→ **Task description**:
Write the listing out again exactly as it stands, with no images.

------------------------------------------------

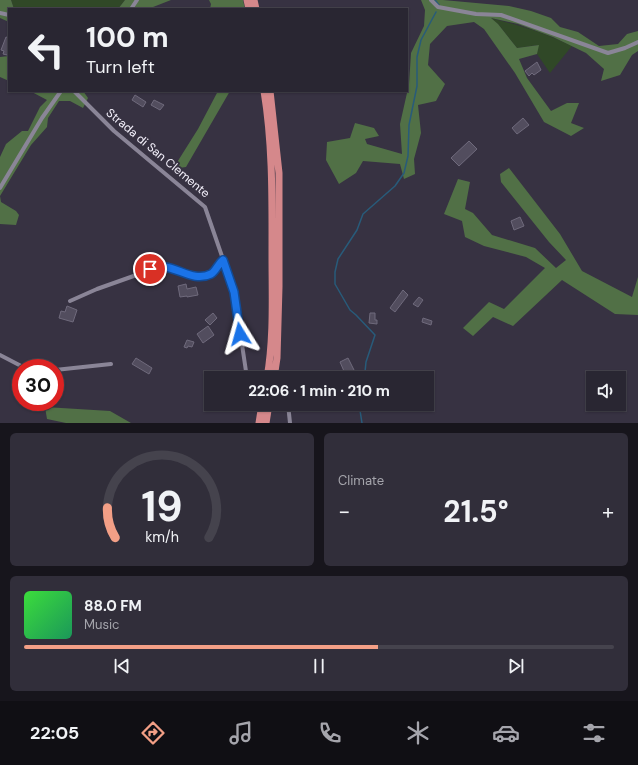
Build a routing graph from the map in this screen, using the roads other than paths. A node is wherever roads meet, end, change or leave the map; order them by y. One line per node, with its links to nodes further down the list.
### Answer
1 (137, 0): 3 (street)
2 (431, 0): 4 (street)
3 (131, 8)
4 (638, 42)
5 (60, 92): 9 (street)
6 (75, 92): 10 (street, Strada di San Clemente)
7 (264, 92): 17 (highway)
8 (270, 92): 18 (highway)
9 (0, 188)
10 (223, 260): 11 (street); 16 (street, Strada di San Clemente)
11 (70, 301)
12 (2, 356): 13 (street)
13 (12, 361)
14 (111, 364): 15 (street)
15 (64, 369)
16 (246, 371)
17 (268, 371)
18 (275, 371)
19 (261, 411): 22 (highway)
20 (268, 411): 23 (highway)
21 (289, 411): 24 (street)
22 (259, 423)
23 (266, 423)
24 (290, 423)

------------------------------------------------

→ **Written response**:
Build a routing graph from the map in this screen, using the roads other than paths. A node is wherever roads meet, end, change or leave the map; order them by y. One line per node, with its links to nodes further down the list.
### Answer
1 (137, 0): 3 (street)
2 (431, 0): 4 (street)
3 (131, 8)
4 (638, 42)
5 (60, 92): 9 (street)
6 (75, 92): 10 (street, Strada di San Clemente)
7 (264, 92): 17 (highway)
8 (270, 92): 18 (highway)
9 (0, 188)
10 (223, 260): 11 (street); 16 (street, Strada di San Clemente)
11 (70, 301)
12 (2, 356): 13 (street)
13 (12, 361)
14 (111, 364): 15 (street)
15 (64, 369)
16 (246, 371)
17 (268, 371)
18 (275, 371)
19 (261, 411): 22 (highway)
20 (268, 411): 23 (highway)
21 (289, 411): 24 (street)
22 (259, 423)
23 (266, 423)
24 (290, 423)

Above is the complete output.